We assume and expect, because countless others have assumed and expected before us and found these assumptions and expectations to be fruitful. Thus, questions about privileging the portrayal of the deity and the human-like figure in Daniel 7 are inseparable from the evaluation of those continuing patterns of life and thought that are a constituent part of that privileging: who, for people today, are the significant others whose perspectives are considered desirable? (p. 157)

How does the “supernatural” become “natural” in our world today?  That is, how does it become believable and relevant? The answer isn’t signs and wonders, but in the lives of God’s people.

The answer is surely when human lives are so receptive to, so graced by, God that they display God’s own qualities. As a famous passage in Jeremiah says:

Thus says the Lord: Do not let the wise boast in their wisdom, do not let the mighty boast in their might, do not let the wealthy boast in their wealth; but let those who boast boast in this, that they understand and know me, that I am the Lord; I act with steadfast love, justice, and righteousness in the earth, for in these things I delight, says the Lord. (Jer. 9:23-25 [Hebrew 9:22-23])

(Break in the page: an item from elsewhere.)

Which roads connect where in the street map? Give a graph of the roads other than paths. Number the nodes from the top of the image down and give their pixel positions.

When human lives display steadfast love, justice, and righteousness, they display what matters more than things that people customarily value (intelligence, strength, money) for they display God’s own qualities. (p. 161)

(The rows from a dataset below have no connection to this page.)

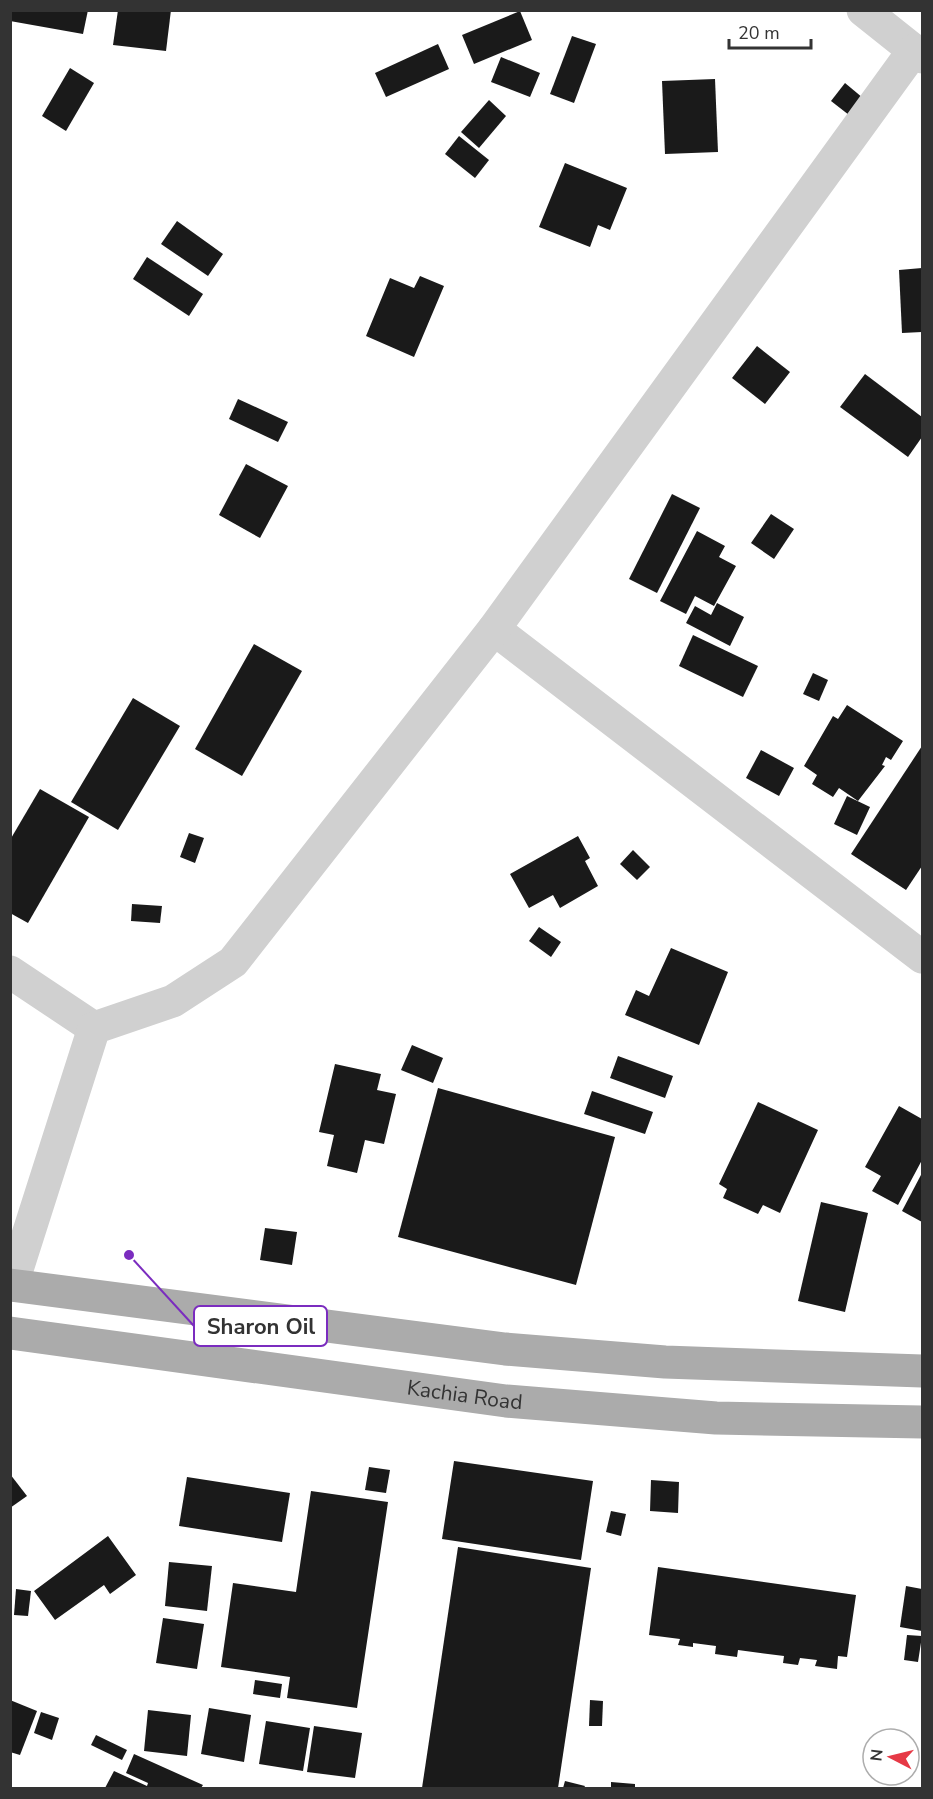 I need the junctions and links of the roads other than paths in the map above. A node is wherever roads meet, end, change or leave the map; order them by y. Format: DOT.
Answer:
graph roads {
  1 [pos="863,10"];
  2 [pos="918,53"];
  3 [pos="494,630"];
  4 [pos="922,957"];
  5 [pos="10,972"];
  6 [pos="94,1028"];
  7 [pos="11,1285"];
  8 [pos="10,1333"];
  9 [pos="922,1371"];
  10 [pos="922,1422"];
  1 -- 2 [label="street"];
  2 -- 3 [label="street"];
  3 -- 4 [label="street"];
  3 -- 6 [label="street"];
  5 -- 6 [label="street"];
  6 -- 7 [label="street"];
  7 -- 9 [label="main road"];
  8 -- 10 [label="main road, Kachia Road"];
}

There is much more in Moberly’s chapter worth considering, but this post is already long. This is a very thought provoking book – both in points of agreement and points of disagreement. Perhaps the best place to end the post is with Moberly’s conclusion to the chapter.

In short, the purpose of privileging the Bible for faith in God is not to say, “Here is truth and elsewhere is error.” Rather, it is a matter of being willing to learn, in light of the sovereignty of the crucified and risen Christ, ways of recognizing and responding to what is and is not of true value in God’s world, wherever one may encounter it. (p. 166)

God is not the answer to that which cannot be otherwise explained – some kind of physical mechanism active in the world. We will not find proof of God in a scientific sense. Moberly considers Bertrand Russel and Richard Dawkins among those who err by expecting God to be an empirical “scientific” explanation for features we observe in the world. This is a flawed approach. Nor is the Bible some kind of self-evidently “magic” book through which we find propositions ruling our lives as God followers. Rather it is a book that leads to wisdom. Certainly we look to the age to come. Resurrection is a foundational Christian hope. But we also look to live as the people of God today.

Frankly, and this is my point, not explicitly Moberly’s, the biggest issue in our disenchanted age is not the defense of the Bible as a privileged book, but the regular failure of Christians to live up to the vision of God we find in the Bible and especially revealed in Jesus and the New Testament. Sexual harassment and abuse, power mongering, focus on the accumulation of wealth, preservation of institutions rather than discipleship and shepherding of God’s people, greed and self-centeredness rather than generosity and servanthood … we could go on.

There are plenty of devout and dedicated Christians – they don’t make the news very often. But we need to make the case for Christian faith and the value of the Bible as Scripture first and foremost through the way we live. Receptiveness to the gospel begins with the work of the Spirit in and through the church.

The authority given to, assumed and modeled by Jesus has the power to transform the ways of the world.